*** Opening Exercise materials ***

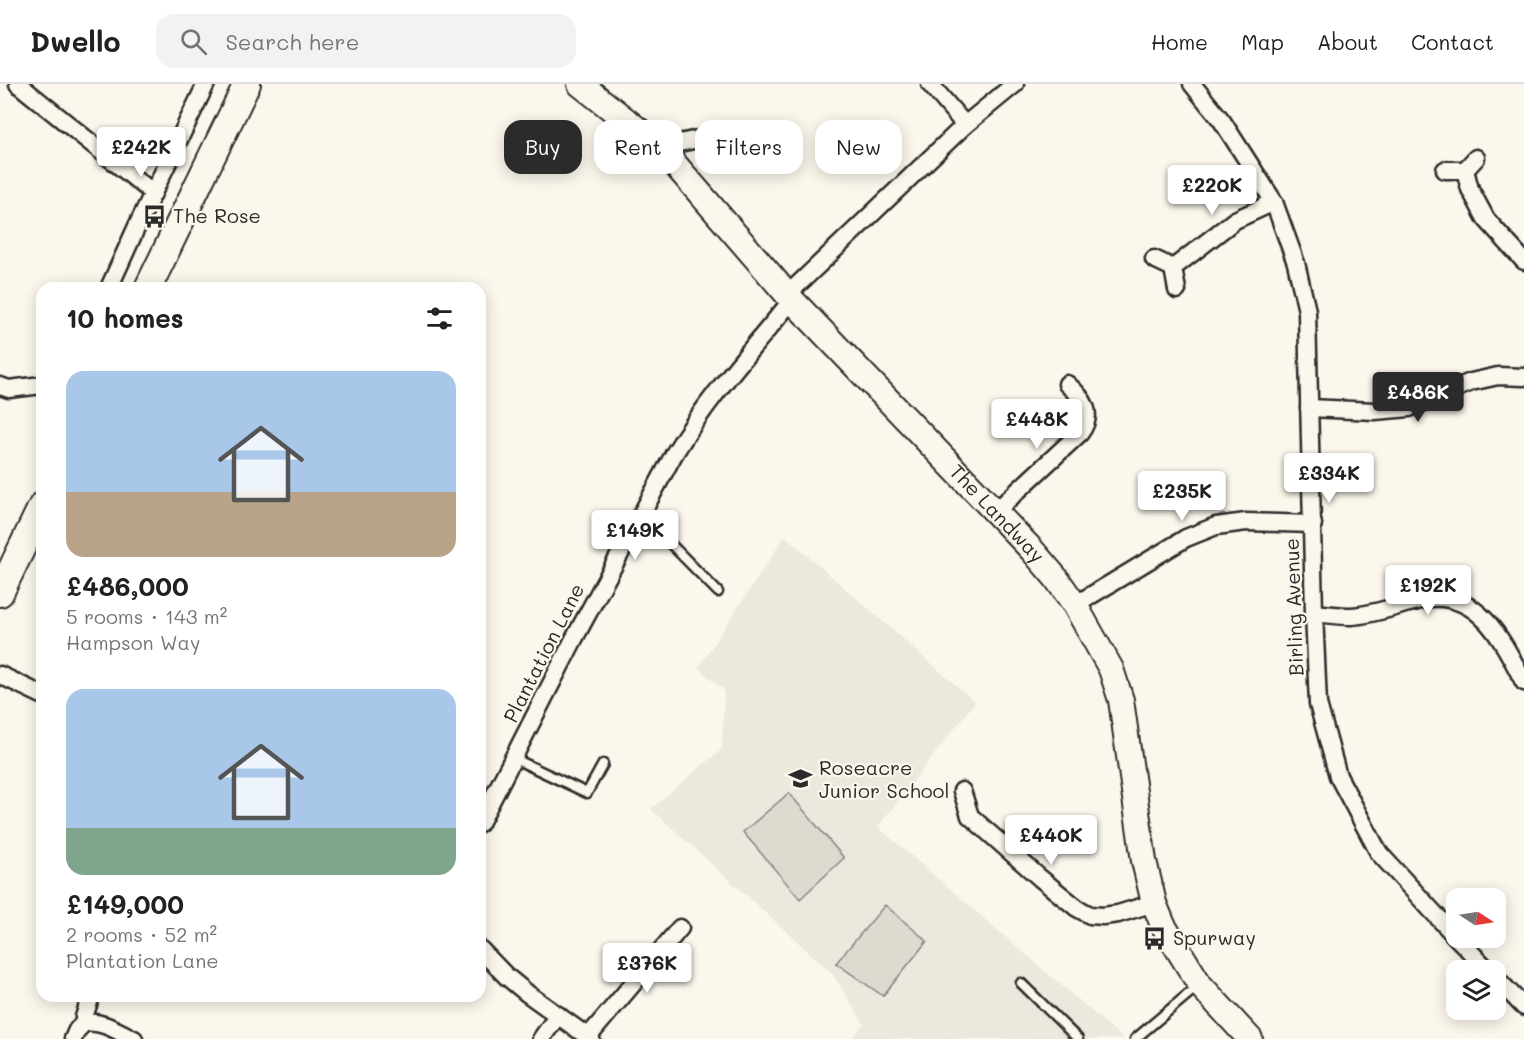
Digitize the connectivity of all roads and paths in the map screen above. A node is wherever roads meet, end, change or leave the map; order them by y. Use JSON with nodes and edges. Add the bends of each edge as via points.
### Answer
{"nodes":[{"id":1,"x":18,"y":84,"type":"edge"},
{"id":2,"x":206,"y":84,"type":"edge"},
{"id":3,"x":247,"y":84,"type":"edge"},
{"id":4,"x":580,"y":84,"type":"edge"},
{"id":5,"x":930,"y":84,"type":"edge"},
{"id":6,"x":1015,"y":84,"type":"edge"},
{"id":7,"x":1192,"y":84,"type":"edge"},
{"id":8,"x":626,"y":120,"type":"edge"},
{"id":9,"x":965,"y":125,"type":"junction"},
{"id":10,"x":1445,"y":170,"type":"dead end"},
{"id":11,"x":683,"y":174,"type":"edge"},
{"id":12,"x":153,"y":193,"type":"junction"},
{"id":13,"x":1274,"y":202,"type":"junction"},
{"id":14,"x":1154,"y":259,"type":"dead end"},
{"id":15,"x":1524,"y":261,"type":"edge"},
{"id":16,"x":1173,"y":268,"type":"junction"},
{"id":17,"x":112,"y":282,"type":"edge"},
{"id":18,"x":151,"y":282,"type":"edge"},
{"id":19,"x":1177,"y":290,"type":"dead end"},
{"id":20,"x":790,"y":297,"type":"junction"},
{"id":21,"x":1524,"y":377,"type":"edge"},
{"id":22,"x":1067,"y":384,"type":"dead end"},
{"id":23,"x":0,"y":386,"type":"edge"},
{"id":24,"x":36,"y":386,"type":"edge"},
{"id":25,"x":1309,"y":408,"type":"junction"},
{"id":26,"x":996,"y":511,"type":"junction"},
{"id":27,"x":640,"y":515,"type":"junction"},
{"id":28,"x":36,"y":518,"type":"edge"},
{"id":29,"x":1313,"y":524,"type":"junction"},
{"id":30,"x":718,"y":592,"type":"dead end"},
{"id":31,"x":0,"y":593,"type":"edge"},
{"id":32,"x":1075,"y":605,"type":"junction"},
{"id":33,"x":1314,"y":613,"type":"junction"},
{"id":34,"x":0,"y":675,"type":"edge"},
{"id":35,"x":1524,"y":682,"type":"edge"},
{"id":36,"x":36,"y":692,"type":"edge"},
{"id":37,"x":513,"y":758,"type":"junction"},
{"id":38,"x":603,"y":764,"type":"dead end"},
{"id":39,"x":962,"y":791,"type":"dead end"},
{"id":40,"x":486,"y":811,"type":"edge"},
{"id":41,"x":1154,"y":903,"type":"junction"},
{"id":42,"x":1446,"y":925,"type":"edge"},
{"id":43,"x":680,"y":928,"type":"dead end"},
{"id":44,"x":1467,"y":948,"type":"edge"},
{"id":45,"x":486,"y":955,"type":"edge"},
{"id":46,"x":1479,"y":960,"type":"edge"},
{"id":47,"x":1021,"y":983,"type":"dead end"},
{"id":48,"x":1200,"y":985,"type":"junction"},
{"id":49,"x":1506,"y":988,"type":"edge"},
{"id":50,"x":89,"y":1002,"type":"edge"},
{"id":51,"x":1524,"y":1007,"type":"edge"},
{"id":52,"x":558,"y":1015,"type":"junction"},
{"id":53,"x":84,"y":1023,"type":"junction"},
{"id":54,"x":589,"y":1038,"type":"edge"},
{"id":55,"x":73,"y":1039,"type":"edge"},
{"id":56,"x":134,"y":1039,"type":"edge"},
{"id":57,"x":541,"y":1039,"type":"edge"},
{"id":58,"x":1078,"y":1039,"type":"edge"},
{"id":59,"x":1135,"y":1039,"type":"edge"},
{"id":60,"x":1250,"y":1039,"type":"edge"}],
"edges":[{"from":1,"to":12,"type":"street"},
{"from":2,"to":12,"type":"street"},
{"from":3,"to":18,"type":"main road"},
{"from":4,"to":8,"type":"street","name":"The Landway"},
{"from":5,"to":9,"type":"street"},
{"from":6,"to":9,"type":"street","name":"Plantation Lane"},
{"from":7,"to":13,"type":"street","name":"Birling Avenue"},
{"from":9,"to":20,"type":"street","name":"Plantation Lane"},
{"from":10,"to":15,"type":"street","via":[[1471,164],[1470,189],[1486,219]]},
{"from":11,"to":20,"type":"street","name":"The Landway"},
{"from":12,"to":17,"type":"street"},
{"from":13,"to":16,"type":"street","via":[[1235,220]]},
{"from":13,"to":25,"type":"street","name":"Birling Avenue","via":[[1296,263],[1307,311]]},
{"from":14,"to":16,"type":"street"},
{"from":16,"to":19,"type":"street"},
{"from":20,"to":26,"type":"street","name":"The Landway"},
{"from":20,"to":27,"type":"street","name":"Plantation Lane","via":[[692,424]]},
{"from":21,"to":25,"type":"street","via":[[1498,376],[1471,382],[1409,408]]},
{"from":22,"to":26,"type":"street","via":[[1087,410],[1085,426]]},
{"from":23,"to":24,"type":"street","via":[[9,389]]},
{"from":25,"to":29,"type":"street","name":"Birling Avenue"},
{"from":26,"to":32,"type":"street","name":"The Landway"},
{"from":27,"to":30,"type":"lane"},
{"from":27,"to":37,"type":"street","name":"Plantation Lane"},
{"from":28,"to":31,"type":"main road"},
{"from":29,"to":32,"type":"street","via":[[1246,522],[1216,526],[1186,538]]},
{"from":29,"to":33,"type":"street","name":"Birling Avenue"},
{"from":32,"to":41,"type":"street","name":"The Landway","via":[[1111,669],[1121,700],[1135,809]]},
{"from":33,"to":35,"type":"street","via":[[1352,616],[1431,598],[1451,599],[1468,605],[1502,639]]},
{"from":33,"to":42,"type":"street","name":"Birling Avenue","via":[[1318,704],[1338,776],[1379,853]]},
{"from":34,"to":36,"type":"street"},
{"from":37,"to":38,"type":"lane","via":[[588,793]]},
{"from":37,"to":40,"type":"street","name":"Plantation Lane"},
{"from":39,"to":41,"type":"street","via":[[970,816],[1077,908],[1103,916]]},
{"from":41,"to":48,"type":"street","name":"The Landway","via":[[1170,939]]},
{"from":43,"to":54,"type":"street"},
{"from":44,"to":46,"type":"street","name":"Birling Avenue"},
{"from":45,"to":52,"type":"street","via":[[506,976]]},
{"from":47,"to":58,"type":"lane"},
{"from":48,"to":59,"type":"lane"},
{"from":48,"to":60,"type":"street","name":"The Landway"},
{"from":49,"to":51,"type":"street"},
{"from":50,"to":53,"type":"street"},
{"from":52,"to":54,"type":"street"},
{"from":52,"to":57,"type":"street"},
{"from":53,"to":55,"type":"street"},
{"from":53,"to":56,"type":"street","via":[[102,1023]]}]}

*** Closing Exercise materials ***

Each line of the data should be quoted exactly, with pictures left out.

Digitize the connectivity of all roads and paths in the map screen above. A node is wherever roads meet, end, change or leave the map; order them by y. Use JSON with nodes and edges. Add the bends of each edge as via points.
### Answer
{"nodes":[{"id":1,"x":18,"y":84,"type":"edge"},
{"id":2,"x":206,"y":84,"type":"edge"},
{"id":3,"x":247,"y":84,"type":"edge"},
{"id":4,"x":580,"y":84,"type":"edge"},
{"id":5,"x":930,"y":84,"type":"edge"},
{"id":6,"x":1015,"y":84,"type":"edge"},
{"id":7,"x":1192,"y":84,"type":"edge"},
{"id":8,"x":626,"y":120,"type":"edge"},
{"id":9,"x":965,"y":125,"type":"junction"},
{"id":10,"x":1445,"y":170,"type":"dead end"},
{"id":11,"x":683,"y":174,"type":"edge"},
{"id":12,"x":153,"y":193,"type":"junction"},
{"id":13,"x":1274,"y":202,"type":"junction"},
{"id":14,"x":1154,"y":259,"type":"dead end"},
{"id":15,"x":1524,"y":261,"type":"edge"},
{"id":16,"x":1173,"y":268,"type":"junction"},
{"id":17,"x":112,"y":282,"type":"edge"},
{"id":18,"x":151,"y":282,"type":"edge"},
{"id":19,"x":1177,"y":290,"type":"dead end"},
{"id":20,"x":790,"y":297,"type":"junction"},
{"id":21,"x":1524,"y":377,"type":"edge"},
{"id":22,"x":1067,"y":384,"type":"dead end"},
{"id":23,"x":0,"y":386,"type":"edge"},
{"id":24,"x":36,"y":386,"type":"edge"},
{"id":25,"x":1309,"y":408,"type":"junction"},
{"id":26,"x":996,"y":511,"type":"junction"},
{"id":27,"x":640,"y":515,"type":"junction"},
{"id":28,"x":36,"y":518,"type":"edge"},
{"id":29,"x":1313,"y":524,"type":"junction"},
{"id":30,"x":718,"y":592,"type":"dead end"},
{"id":31,"x":0,"y":593,"type":"edge"},
{"id":32,"x":1075,"y":605,"type":"junction"},
{"id":33,"x":1314,"y":613,"type":"junction"},
{"id":34,"x":0,"y":675,"type":"edge"},
{"id":35,"x":1524,"y":682,"type":"edge"},
{"id":36,"x":36,"y":692,"type":"edge"},
{"id":37,"x":513,"y":758,"type":"junction"},
{"id":38,"x":603,"y":764,"type":"dead end"},
{"id":39,"x":962,"y":791,"type":"dead end"},
{"id":40,"x":486,"y":811,"type":"edge"},
{"id":41,"x":1154,"y":903,"type":"junction"},
{"id":42,"x":1446,"y":925,"type":"edge"},
{"id":43,"x":680,"y":928,"type":"dead end"},
{"id":44,"x":1467,"y":948,"type":"edge"},
{"id":45,"x":486,"y":955,"type":"edge"},
{"id":46,"x":1479,"y":960,"type":"edge"},
{"id":47,"x":1021,"y":983,"type":"dead end"},
{"id":48,"x":1200,"y":985,"type":"junction"},
{"id":49,"x":1506,"y":988,"type":"edge"},
{"id":50,"x":89,"y":1002,"type":"edge"},
{"id":51,"x":1524,"y":1007,"type":"edge"},
{"id":52,"x":558,"y":1015,"type":"junction"},
{"id":53,"x":84,"y":1023,"type":"junction"},
{"id":54,"x":589,"y":1038,"type":"edge"},
{"id":55,"x":73,"y":1039,"type":"edge"},
{"id":56,"x":134,"y":1039,"type":"edge"},
{"id":57,"x":541,"y":1039,"type":"edge"},
{"id":58,"x":1078,"y":1039,"type":"edge"},
{"id":59,"x":1135,"y":1039,"type":"edge"},
{"id":60,"x":1250,"y":1039,"type":"edge"}],
"edges":[{"from":1,"to":12,"type":"street"},
{"from":2,"to":12,"type":"street"},
{"from":3,"to":18,"type":"main road"},
{"from":4,"to":8,"type":"street","name":"The Landway"},
{"from":5,"to":9,"type":"street"},
{"from":6,"to":9,"type":"street","name":"Plantation Lane"},
{"from":7,"to":13,"type":"street","name":"Birling Avenue"},
{"from":9,"to":20,"type":"street","name":"Plantation Lane"},
{"from":10,"to":15,"type":"street","via":[[1471,164],[1470,189],[1486,219]]},
{"from":11,"to":20,"type":"street","name":"The Landway"},
{"from":12,"to":17,"type":"street"},
{"from":13,"to":16,"type":"street","via":[[1235,220]]},
{"from":13,"to":25,"type":"street","name":"Birling Avenue","via":[[1296,263],[1307,311]]},
{"from":14,"to":16,"type":"street"},
{"from":16,"to":19,"type":"street"},
{"from":20,"to":26,"type":"street","name":"The Landway"},
{"from":20,"to":27,"type":"street","name":"Plantation Lane","via":[[692,424]]},
{"from":21,"to":25,"type":"street","via":[[1498,376],[1471,382],[1409,408]]},
{"from":22,"to":26,"type":"street","via":[[1087,410],[1085,426]]},
{"from":23,"to":24,"type":"street","via":[[9,389]]},
{"from":25,"to":29,"type":"street","name":"Birling Avenue"},
{"from":26,"to":32,"type":"street","name":"The Landway"},
{"from":27,"to":30,"type":"lane"},
{"from":27,"to":37,"type":"street","name":"Plantation Lane"},
{"from":28,"to":31,"type":"main road"},
{"from":29,"to":32,"type":"street","via":[[1246,522],[1216,526],[1186,538]]},
{"from":29,"to":33,"type":"street","name":"Birling Avenue"},
{"from":32,"to":41,"type":"street","name":"The Landway","via":[[1111,669],[1121,700],[1135,809]]},
{"from":33,"to":35,"type":"street","via":[[1352,616],[1431,598],[1451,599],[1468,605],[1502,639]]},
{"from":33,"to":42,"type":"street","name":"Birling Avenue","via":[[1318,704],[1338,776],[1379,853]]},
{"from":34,"to":36,"type":"street"},
{"from":37,"to":38,"type":"lane","via":[[588,793]]},
{"from":37,"to":40,"type":"street","name":"Plantation Lane"},
{"from":39,"to":41,"type":"street","via":[[970,816],[1077,908],[1103,916]]},
{"from":41,"to":48,"type":"street","name":"The Landway","via":[[1170,939]]},
{"from":43,"to":54,"type":"street"},
{"from":44,"to":46,"type":"street","name":"Birling Avenue"},
{"from":45,"to":52,"type":"street","via":[[506,976]]},
{"from":47,"to":58,"type":"lane"},
{"from":48,"to":59,"type":"lane"},
{"from":48,"to":60,"type":"street","name":"The Landway"},
{"from":49,"to":51,"type":"street"},
{"from":50,"to":53,"type":"street"},
{"from":52,"to":54,"type":"street"},
{"from":52,"to":57,"type":"street"},
{"from":53,"to":55,"type":"street"},
{"from":53,"to":56,"type":"street","via":[[102,1023]]}]}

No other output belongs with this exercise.